For instance, the unemployment rate is down to 4.6%, but the labor force participation rate is still about 63%.
The economy has recovered faster than expected.
But while economists say the economy is growing, the labor participation rate has declined.
The economy is slowing down.
In January, the Bureau of Labor Statistics said the economy was growing 2.6% in the third quarter, down from the previous quarter’s 3.9%.
Economists said the slow growth could be a result of an aging population and an influx of people into the labor pool, which is shrinking.
The jobless rate is at 7.5% and has remained steady since the summer.

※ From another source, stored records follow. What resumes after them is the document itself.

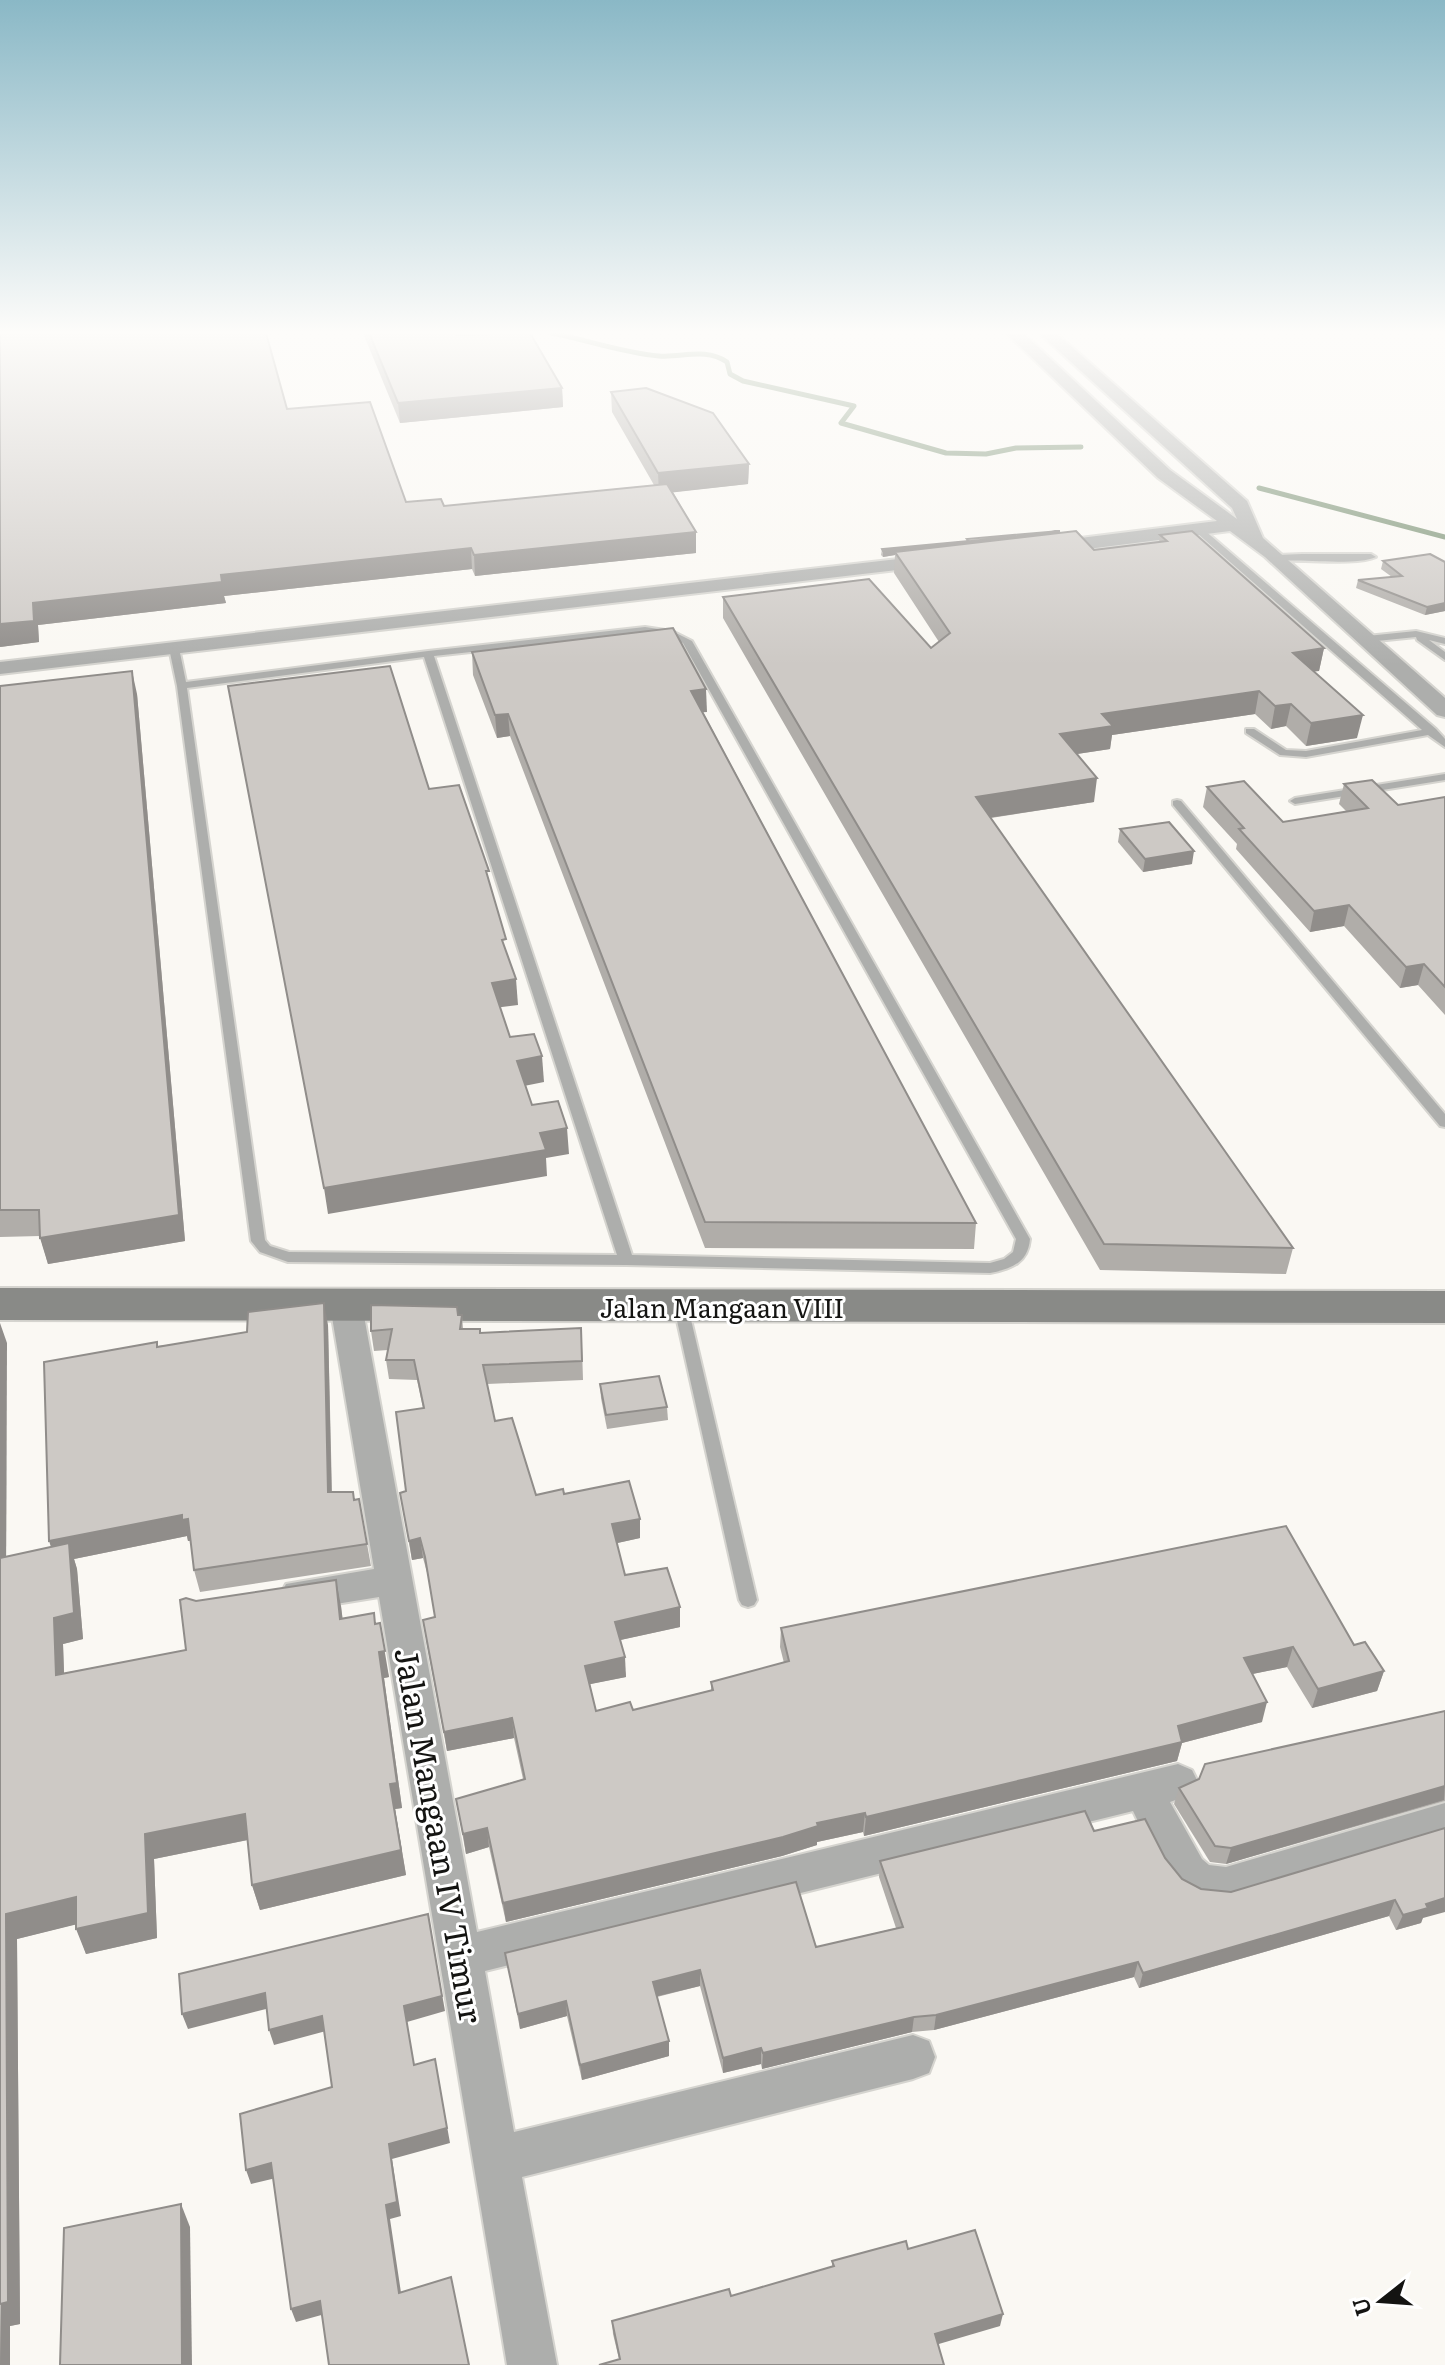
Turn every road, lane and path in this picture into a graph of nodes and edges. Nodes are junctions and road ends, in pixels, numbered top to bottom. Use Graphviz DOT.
graph roads {
  1 [pos="1131,443"];
  2 [pos="1170,443"];
  3 [pos="1247,530"];
  4 [pos="1200,531"];
  5 [pos="1025,551"];
  6 [pos="1371,557"];
  7 [pos="1278,558"];
  8 [pos="946,560"];
  9 [pos="1416,634"];
  10 [pos="1367,639"];
  11 [pos="1445,641"];
  12 [pos="174,648"];
  13 [pos="428,654"];
  14 [pos="1445,657"];
  15 [pos="0,668"];
  16 [pos="182,686"];
  17 [pos="1445,710"];
  18 [pos="1250,731"];
  19 [pos="1432,731"];
  20 [pos="1445,744"];
  21 [pos="1445,777"];
  22 [pos="1295,801"];
  23 [pos="1177,803"];
  24 [pos="1445,1123"];
  25 [pos="626,1260"];
  26 [pos="0,1304"];
  27 [pos="346,1305"];
  28 [pos="681,1307"];
  29 [pos="1445,1307"];
  30 [pos="396,1580"];
  31 [pos="263,1600"];
  32 [pos="748,1600"];
  33 [pos="1445,1821"];
  34 [pos="462,1956"];
  35 [pos="913,2057"];
  36 [pos="497,2160"];
  37 [pos="532,2365"];
  1 -- 3 [label="street"];
  2 -- 3 [label="street"];
  3 -- 4 [label="street"];
  3 -- 7 [label="street"];
  4 -- 5 [label="street"];
  4 -- 19 [label="lane"];
  6 -- 7 [label="lane"];
  7 -- 10 [label="street"];
  8 -- 12 [label="street"];
  9 -- 10 [label="lane"];
  9 -- 11 [label="lane"];
  9 -- 14 [label="lane"];
  10 -- 17 [label="street"];
  12 -- 15 [label="street"];
  12 -- 16 [label="lane"];
  13 -- 16 [label="lane"];
  13 -- 25 [label="lane"];
  13 -- 25 [label="lane"];
  16 -- 25 [label="lane"];
  18 -- 19 [label="lane"];
  19 -- 20 [label="lane"];
  21 -- 22 [label="lane"];
  23 -- 24 [label="lane"];
  26 -- 27 [label="street, Jalan Mangaan VIII"];
  27 -- 28 [label="street, Jalan Mangaan VIII"];
  27 -- 30 [label="street, Jalan Mangaan IV Timur"];
  28 -- 29 [label="street, Jalan Mangaan VIII"];
  28 -- 32 [label="lane"];
  30 -- 31 [label="street"];
  30 -- 34 [label="street, Jalan Mangaan IV Timur"];
  33 -- 34 [label="street"];
  34 -- 36 [label="street, Jalan Mangaan IV Timur"];
  35 -- 36 [label="street"];
  36 -- 37 [label="street, Jalan Mangaan IV Timur"];
}
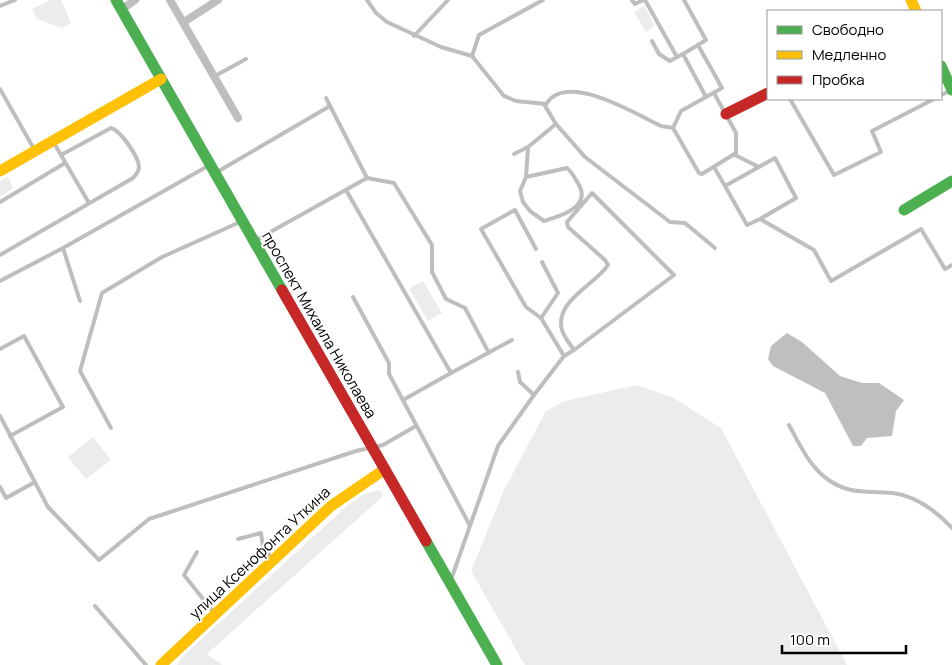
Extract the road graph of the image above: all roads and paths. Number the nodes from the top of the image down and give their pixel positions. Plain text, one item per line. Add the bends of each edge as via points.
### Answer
1 (15, 0) edge
2 (136, 0) edge
3 (170, 0) edge
4 (218, 0) edge
5 (367, 0) edge
6 (448, 0) edge
7 (543, 0) edge
8 (632, 0) edge
9 (644, 0) edge
10 (684, 0) edge
11 (118, 5) edge
12 (0, 6) edge
13 (184, 22) junction
14 (414, 36) junction
15 (652, 42) dead end
16 (698, 45) junction
17 (682, 54) junction
18 (472, 56) junction
19 (677, 57) junction
20 (246, 59) dead end
21 (942, 68) edge
22 (215, 76) junction
23 (161, 79) junction
24 (0, 89) edge
25 (952, 90) edge
26 (714, 93) junction
27 (767, 94) edge
28 (706, 97) junction
29 (326, 98) dead end
30 (791, 100) edge
31 (932, 100) edge
32 (546, 104) junction
33 (330, 106) junction
34 (726, 114) junction
35 (238, 118) dead end
36 (556, 124) junction
37 (673, 128) junction
38 (53, 141) junction
39 (528, 147) junction
40 (35, 151) junction
41 (514, 154) dead end
42 (61, 155) junction
43 (734, 155) junction
44 (66, 163) junction
45 (757, 166) junction
46 (714, 167) junction
47 (212, 169) junction
48 (0, 170) edge
49 (526, 177) junction
50 (367, 178) junction
51 (952, 181) edge
52 (725, 186) junction
53 (346, 190) junction
54 (0, 202) edge
55 (89, 203) junction
56 (904, 210) dead end
57 (760, 219) junction
58 (242, 221) junction
59 (254, 241) junction
60 (64, 248) junction
61 (536, 248) dead end
62 (716, 248) dead end
63 (0, 255) edge
64 (542, 262) dead end
65 (952, 265) edge
66 (0, 281) edge
67 (353, 297) dead end
68 (80, 301) dead end
69 (541, 318) junction
70 (512, 340) dead end
71 (0, 349) edge
72 (574, 350) junction
73 (489, 353) junction
74 (564, 356) junction
75 (518, 372) dead end
76 (451, 373) junction
77 (534, 395) junction
78 (403, 400) junction
79 (0, 416) edge
80 (789, 425) dead end
81 (416, 426) junction
82 (111, 428) dead end
83 (10, 436) junction
84 (372, 448) junction
85 (385, 469) junction
86 (35, 482) junction
87 (0, 487) edge
88 (469, 524) junction
89 (952, 528) edge
90 (238, 539) dead end
91 (197, 552) dead end
92 (274, 560) junction
93 (452, 585) junction
94 (95, 606) dead end
95 (216, 615) junction
96 (146, 665) edge
97 (160, 665) edge
98 (497, 665) edge

1 - 12 lane
2 - 11 street
3 - 13 street
4 - 13 street
5 - 14 lane via 387,22
6 - 14 lane
7 - 18 lane via 479,35
8 - 9 lane via 635,4
9 - 19 lane
10 - 16 lane via 706,40
11 - 23 main road, проспект Михаила Николаева
13 - 22 street
14 - 18 lane
15 - 19 lane via 659,55 670,60
16 - 17 lane
16 - 26 lane via 722,87
17 - 19 lane
17 - 28 lane
18 - 32 lane via 504,96 516,101
20 - 22 lane
21 - 25 main road
22 - 35 street
23 - 38 main road
23 - 47 main road, проспект Михаила Николаева
24 - 40 lane
26 - 28 lane
26 - 34 lane
27 - 34 main road
28 - 37 lane via 681,111
29 - 33 lane
30 - 31 lane via 834,175 881,152 872,131
32 - 36 lane via 546,111
32 - 37 lane via 561,91 576,90 661,126
33 - 47 lane
33 - 50 lane
34 - 43 lane via 736,133
36 - 39 lane
36 - 62 lane via 585,157 670,222 685,223
37 - 46 lane via 700,174
38 - 40 main road
38 - 42 lane
39 - 41 lane
39 - 49 lane
40 - 48 main road
42 - 44 lane
42 - 55 lane via 110,128 121,134 134,156 139,167 137,174
43 - 45 lane
43 - 46 lane
44 - 54 lane
44 - 55 lane
45 - 52 lane
45 - 57 lane via 775,158 796,198
46 - 52 lane
47 - 58 main road, проспект Михаила Николаева
47 - 60 lane
49 - 49 lane via 520,191 523,202 544,221 578,206 582,199 583,192 567,168
50 - 53 lane
50 - 73 lane via 394,183 432,245 432,272 446,299 465,308
51 - 56 main road
52 - 57 lane via 748,225
53 - 59 lane
53 - 76 lane
55 - 63 lane
57 - 65 lane via 814,250 831,281 921,228 945,269
58 - 59 main road, проспект Михаила Николаева
58 - 82 lane via 162,257 102,292 80,371
59 - 84 main road, проспект Михаила Николаева
60 - 66 lane
60 - 68 lane
61 - 69 lane via 515,210 481,229 526,307
64 - 69 lane via 558,293
67 - 78 lane via 390,363 388,374
69 - 74 lane
70 - 73 lane
71 - 83 lane via 24,336 63,407
72 - 72 lane via 562,330 562,318 574,295 608,265 568,227 567,222 592,194 674,274
72 - 74 lane
73 - 76 lane
74 - 77 lane
75 - 77 lane via 520,382
76 - 78 lane
77 - 88 lane via 498,446
78 - 81 lane
79 - 83 lane
80 - 89 lane via 811,464 830,481 854,492 906,496 934,511
81 - 84 lane
81 - 88 lane
83 - 86 lane
84 - 85 main road, проспект Михаила Николаева
84 - 86 lane via 149,519 99,560 48,507
85 - 92 main road, улица Ксенофонта Уткина via 331,506
85 - 93 main road, проспект Михаила Николаева
86 - 87 lane via 6,498
88 - 93 lane via 452,573
90 - 92 lane via 261,533 263,547
91 - 95 lane via 184,575
92 - 95 main road, улица Ксенофонта Уткина
93 - 98 main road, проспект Михаила Николаева
94 - 96 lane
95 - 97 main road, улица Ксенофонта Уткина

The jobs market has improved somewhat, but it’s still a long way from full employment.
The Labor Department says the unemployment rates for those ages 16 to 64 have dropped to 4% from 6.1% in February, the most recent month for which data are available.
That’s the lowest level since May of 2013.
The unemployment rate for those age 65 and older has fallen to 3.3%, down from 4.5%.
The economy has also been improving, but Dornaman cautioned that it remains to be seen if the recovery will last.
He also cautioned that this is not a good sign for the broader economy.
The Fed has also raised interest rates for the first time in more than a decade.
The Fed’s key rate is now at 1.25%, down about 0.5 percentage points from January and its first rate hike since December.
The unemployment rate remains at 7%.